10.29.2007

Dealing with loss

I have oftened wondered, in the years that have passed since Daddy David died, if I have become calloused. Indifferent.

During the first few years after he died, something would bump up against the memories every so often and cause the wound to re-open. A song. A smell. A glimpse of something.

This morning, I sit at my computer and sift through the emails and news stories about the fires, and the loss. There are so many in our town who experienced wildfire devastation in 2003, and it has formed a binding tie of sorts with those who are experiencing it now for the first time.

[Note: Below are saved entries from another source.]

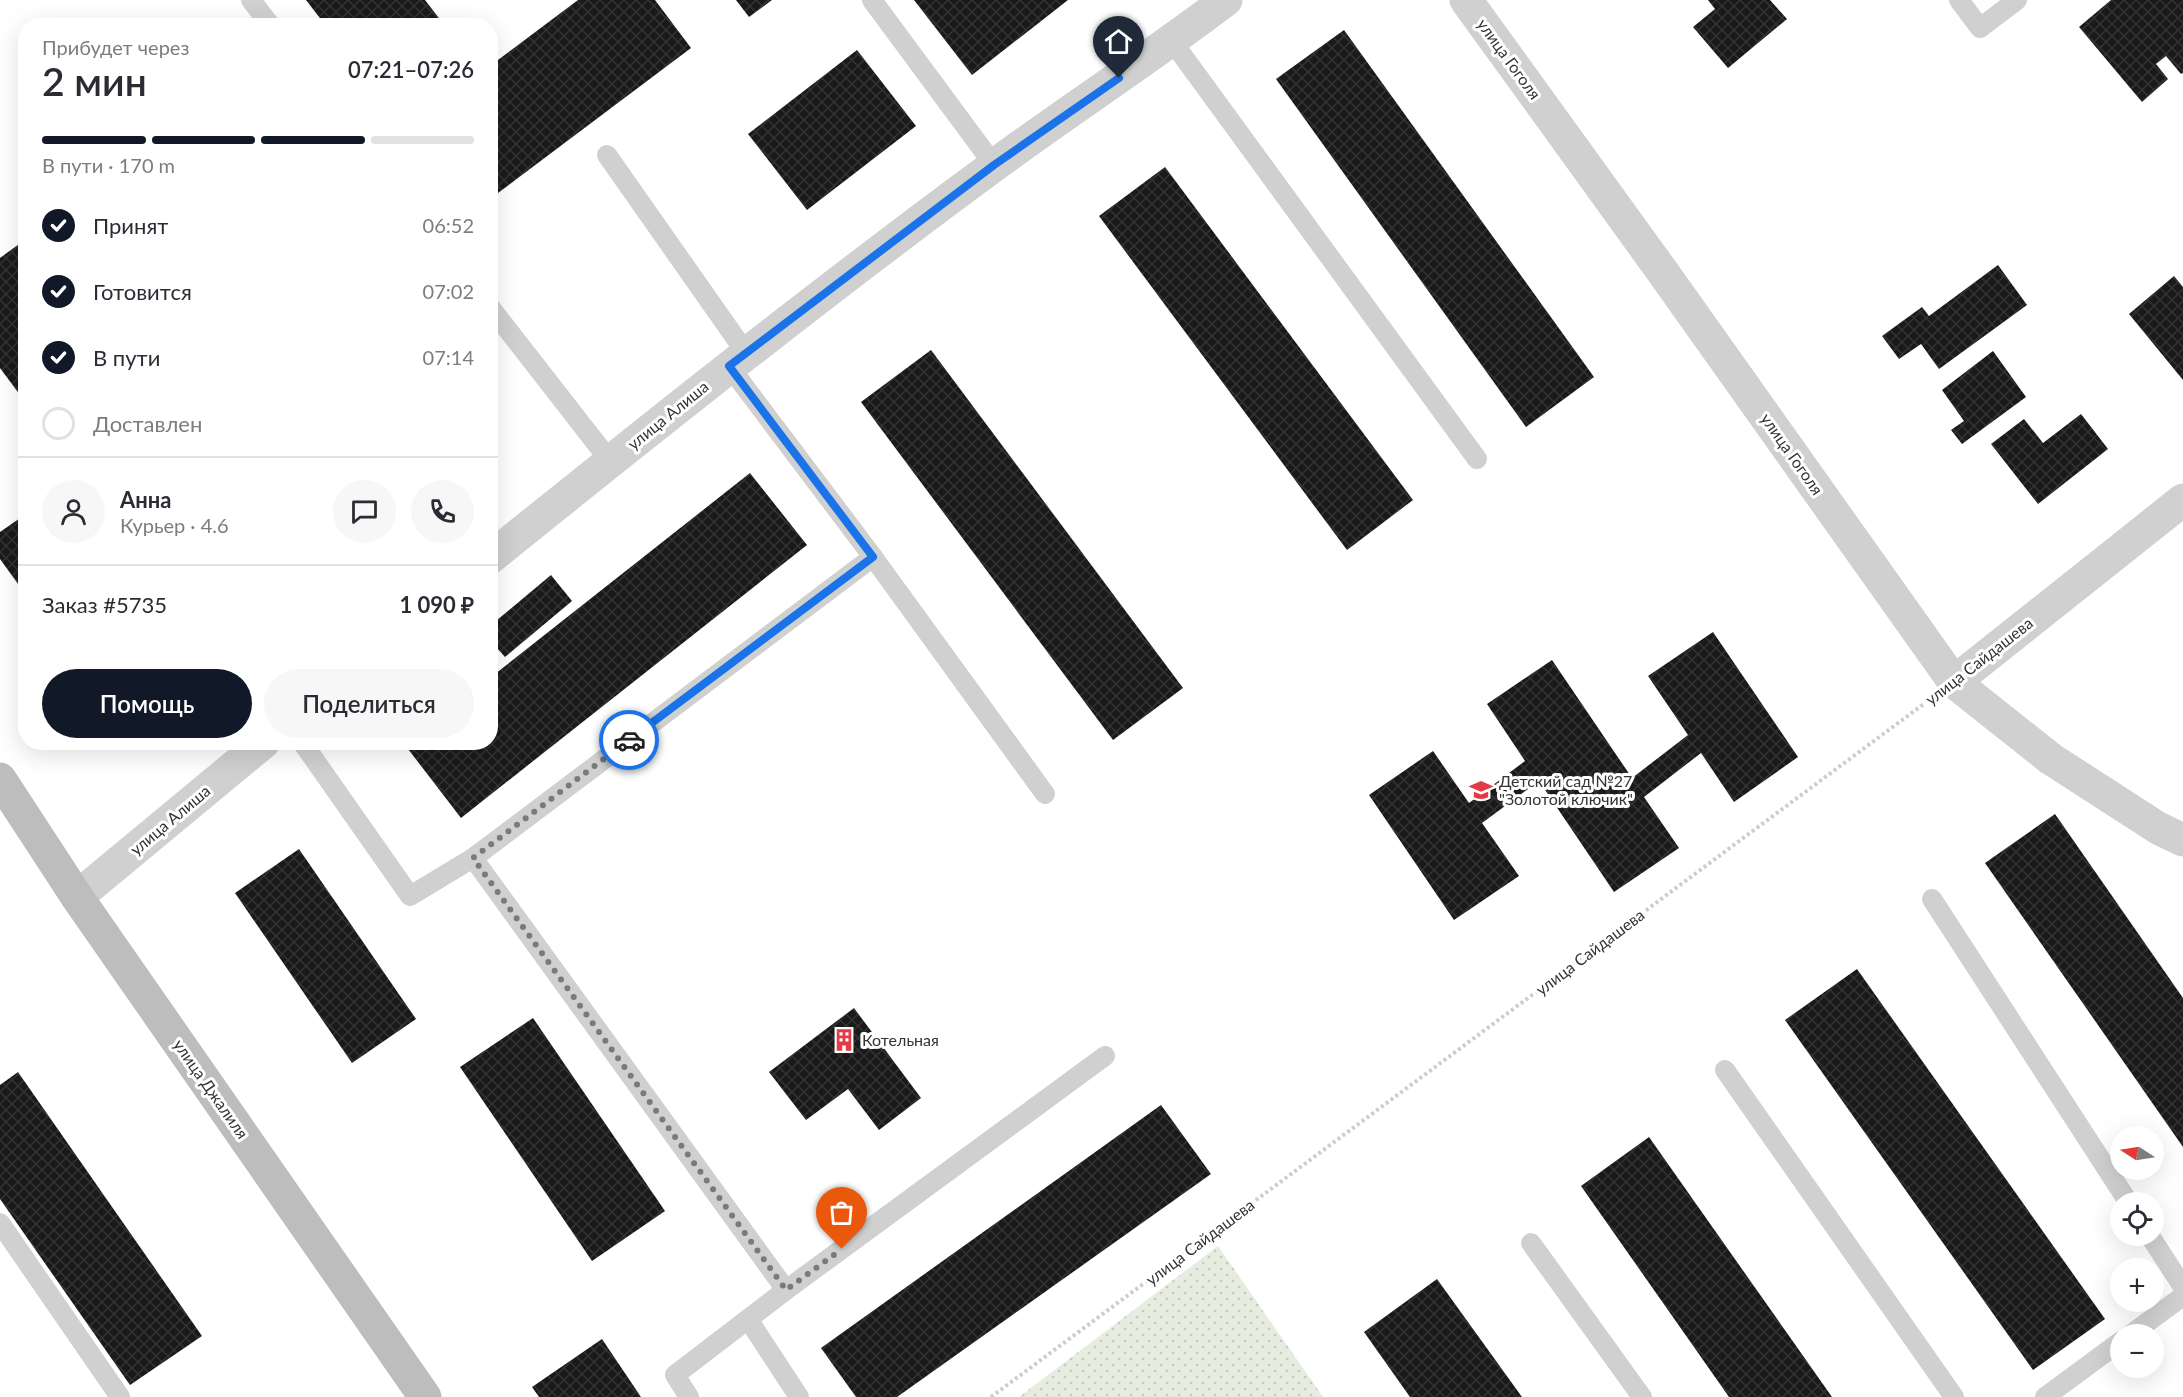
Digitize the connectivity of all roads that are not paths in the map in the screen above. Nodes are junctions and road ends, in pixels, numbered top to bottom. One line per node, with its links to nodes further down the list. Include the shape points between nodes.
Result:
1 (251, 0): 7 (lane)
2 (872, 0): 10 (lane)
3 (1226, 0): 8 (street, улица Алиша)
4 (1466, 0): 18 (street, улица Гоголя)
5 (1959, 0): 6 (lane, via 1980,27)
6 (2016, 0)
7 (265, 18)
8 (1172, 41): 10 (street, улица Алиша); 13 (lane)
9 (607, 155): 12 (lane)
10 (994, 165): 12 (street, улица Алиша)
11 (498, 317): 14 (lane)
12 (737, 359): 14 (street, улица Алиша); 17 (lane)
13 (1477, 459)
14 (610, 461): 16 (street, улица Алиша)
15 (2183, 500): 18 (street, улица Сайдашева)
16 (498, 552)
17 (873, 557): 22 (lane); 24 (lane)
18 (1954, 682): 23 (street, улица Гоголя, via 2051,759)
19 (254, 750): 25 (street, улица Алиша)
20 (308, 750): 24 (lane, via 410,896)
21 (0, 779): 25 (main road, улица Джалиля)
22 (1044, 794)
23 (2183, 840)
24 (473, 858): 34 (lane)
25 (77, 897): 40 (main road, улица Джалиля)
26 (1932, 898): 29 (lane)
27 (1105, 1056): 34 (lane)
28 (1725, 1070): 44 (lane)
29 (2122, 1192)
30 (0, 1223): 39 (lane)
31 (1532, 1243): 43 (lane)
32 (2156, 1246): 33 (lane)
33 (2183, 1287)
34 (786, 1290): 36 (lane)
35 (2183, 1296): 37 (lane)
36 (748, 1319): 41 (lane, via 675,1375); 42 (lane)
37 (2145, 1324)
38 (2110, 1349): 45 (lane)
39 (120, 1397)
40 (425, 1397)
41 (689, 1397)
42 (799, 1397)
43 (1642, 1397)
44 (1954, 1397)
45 (2045, 1397)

As I write I am listening to Sarah MacLachlan's Wintersong and realizing that it is touching that vein of loss deep inside me. But I do not cry. Rather, it speaks to a deep pain that has become part of my foundation; a pillar of who I am. An experience that has shaped my values and goals, and affected my view of the world. It is at the same time awful and sweet, tender and devastating, this response that I feel.

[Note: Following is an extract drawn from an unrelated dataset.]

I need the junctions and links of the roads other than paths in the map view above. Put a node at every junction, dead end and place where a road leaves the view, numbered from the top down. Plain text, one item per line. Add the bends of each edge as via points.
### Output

When I was young, people told me that time would heal my wounds and the pain would go away. What I know now is that, while time does dull the sharpness of the pain, it never does go away. It dulls for awhile until one day you wake up and realize that The Event has ceased to exist, and in its place is a new fabric of one's life, with a new thread woven through.

We all have our own tapestry. Some threads are our own; others we share.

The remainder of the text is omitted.